Dataset entries:
>>>
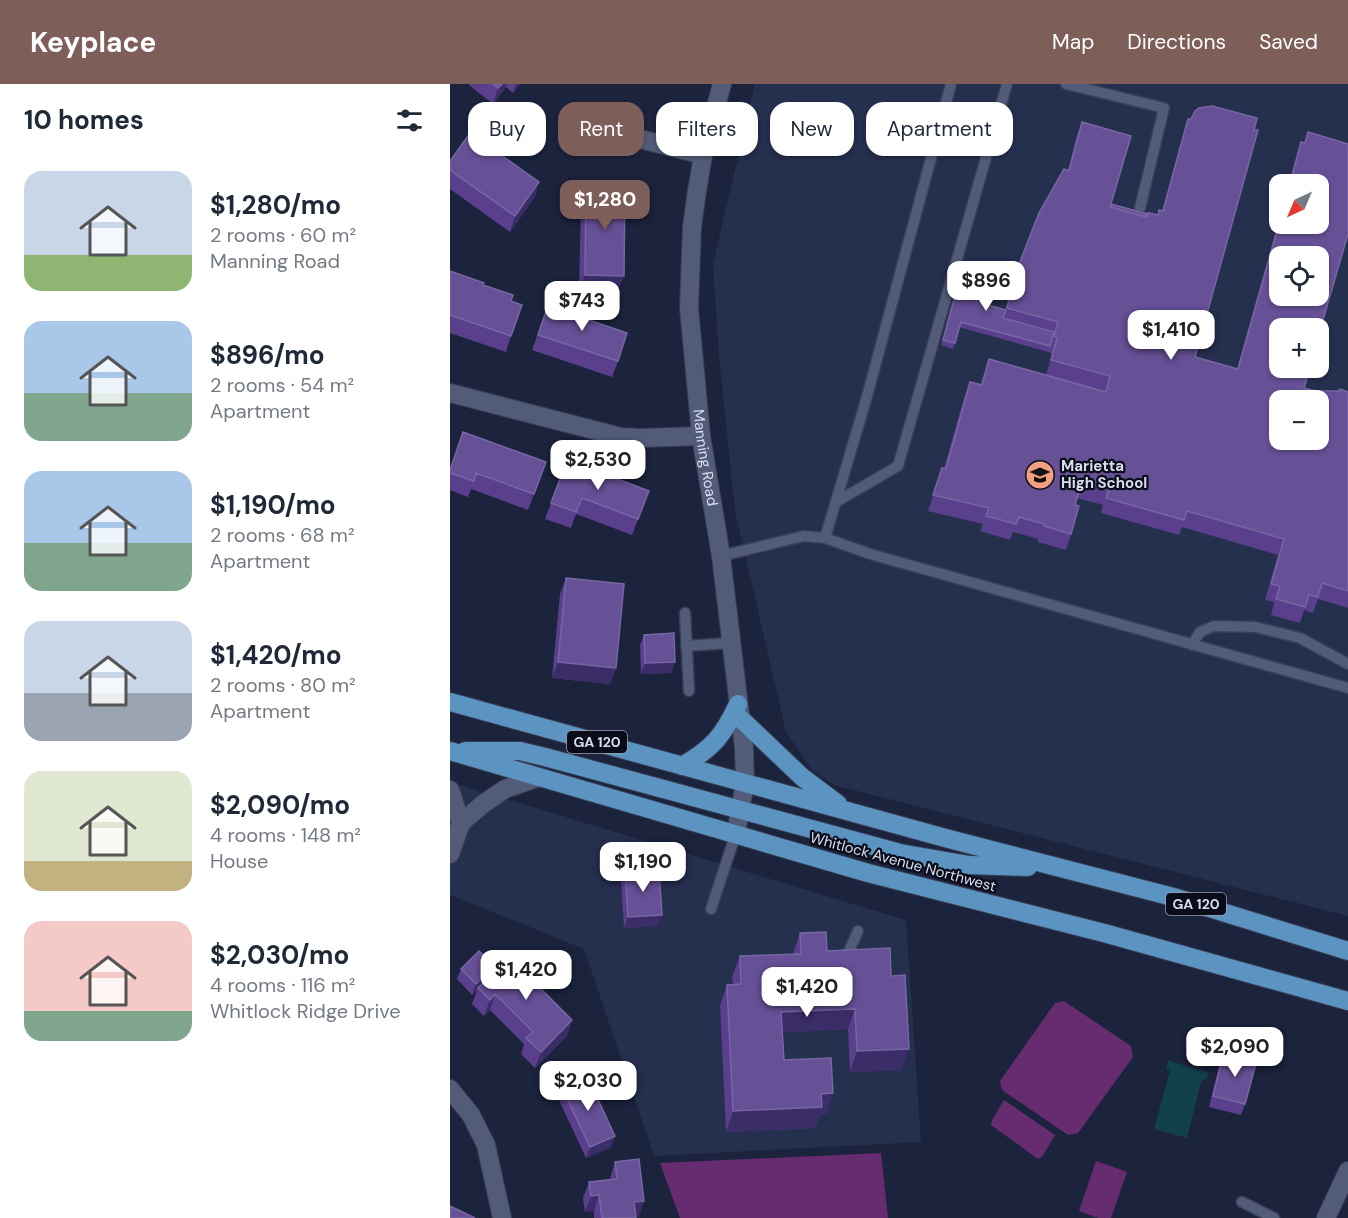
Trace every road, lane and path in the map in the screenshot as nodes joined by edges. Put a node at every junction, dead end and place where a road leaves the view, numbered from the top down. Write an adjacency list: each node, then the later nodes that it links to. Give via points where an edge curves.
1 (722, 84): 5 (street, Manning Road)
2 (951, 84): 10 (lane)
3 (1007, 84): 10 (lane, via 898,466)
4 (1066, 84): 7 (lane, via 1164,108)
5 (717, 102)
6 (703, 156): 9 (street, Manning Road, via 692,227 689,308)
7 (1140, 208)
8 (450, 393): 9 (street, via 621,437)
9 (701, 436): 12 (street, Manning Road)
10 (836, 502): 11 (lane)
11 (825, 538): 12 (lane, via 794,537); 15 (lane)
12 (721, 556): 14 (street, Manning Road)
13 (685, 613): 16 (lane)
14 (730, 643): 16 (lane); 21 (street, Manning Road)
15 (1192, 645): 17 (lane, via 1200,632 1214,626 1255,627 1300,638); 18 (lane)
16 (686, 646): 19 (lane)
17 (1348, 664)
18 (1348, 688)
19 (689, 691)
20 (450, 702): 23 (highway, GA 120)
21 (739, 711): 23 (highway, via 705,753); 25 (street, Manning Road); 28 (highway, via 770,748 802,777)
22 (451, 752): 24 (highway, Whitlock Avenue Northwest); 27 (highway, via 519,751)
23 (682, 766): 25 (highway, GA 120)
24 (539, 777): 29 (street, via 505,789); 30 (highway, Whitlock Avenue Northwest)
25 (745, 783): 27 (street, Manning Road); 28 (highway, GA 120)
26 (450, 790): 29 (street)
27 (741, 810): 30 (street, Manning Road); 32 (highway, via 935,860 1000,867)
28 (852, 813): 32 (highway, GA 120)
29 (461, 823): 31 (street)
30 (736, 833): 33 (lane); 37 (highway, Whitlock Avenue Northwest, via 879,876)
31 (450, 854)
32 (1054, 867): 35 (highway, GA 120, via 1177,898)
33 (711, 909)
34 (858, 931): 36 (lane, via 848,953)
35 (1344, 948)
36 (830, 960)
37 (1348, 1001)
38 (450, 1089): 41 (street, via 471,1115 486,1145)
39 (1348, 1171): 43 (street)
40 (1242, 1202): 42 (lane)
41 (502, 1218)
42 (1274, 1218)
43 (1326, 1218)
<<<
Would you restate the records above word for word and exclude the pictures?

*Answer to the problem*:
Trace every road, lane and path in the map in the screenshot as nodes joined by edges. Put a node at every junction, dead end and place where a road leaves the view, numbered from the top down. Write an adjacency list: each node, then the later nodes that it links to. Give via points where an edge curves.
1 (722, 84): 5 (street, Manning Road)
2 (951, 84): 10 (lane)
3 (1007, 84): 10 (lane, via 898,466)
4 (1066, 84): 7 (lane, via 1164,108)
5 (717, 102)
6 (703, 156): 9 (street, Manning Road, via 692,227 689,308)
7 (1140, 208)
8 (450, 393): 9 (street, via 621,437)
9 (701, 436): 12 (street, Manning Road)
10 (836, 502): 11 (lane)
11 (825, 538): 12 (lane, via 794,537); 15 (lane)
12 (721, 556): 14 (street, Manning Road)
13 (685, 613): 16 (lane)
14 (730, 643): 16 (lane); 21 (street, Manning Road)
15 (1192, 645): 17 (lane, via 1200,632 1214,626 1255,627 1300,638); 18 (lane)
16 (686, 646): 19 (lane)
17 (1348, 664)
18 (1348, 688)
19 (689, 691)
20 (450, 702): 23 (highway, GA 120)
21 (739, 711): 23 (highway, via 705,753); 25 (street, Manning Road); 28 (highway, via 770,748 802,777)
22 (451, 752): 24 (highway, Whitlock Avenue Northwest); 27 (highway, via 519,751)
23 (682, 766): 25 (highway, GA 120)
24 (539, 777): 29 (street, via 505,789); 30 (highway, Whitlock Avenue Northwest)
25 (745, 783): 27 (street, Manning Road); 28 (highway, GA 120)
26 (450, 790): 29 (street)
27 (741, 810): 30 (street, Manning Road); 32 (highway, via 935,860 1000,867)
28 (852, 813): 32 (highway, GA 120)
29 (461, 823): 31 (street)
30 (736, 833): 33 (lane); 37 (highway, Whitlock Avenue Northwest, via 879,876)
31 (450, 854)
32 (1054, 867): 35 (highway, GA 120, via 1177,898)
33 (711, 909)
34 (858, 931): 36 (lane, via 848,953)
35 (1344, 948)
36 (830, 960)
37 (1348, 1001)
38 (450, 1089): 41 (street, via 471,1115 486,1145)
39 (1348, 1171): 43 (street)
40 (1242, 1202): 42 (lane)
41 (502, 1218)
42 (1274, 1218)
43 (1326, 1218)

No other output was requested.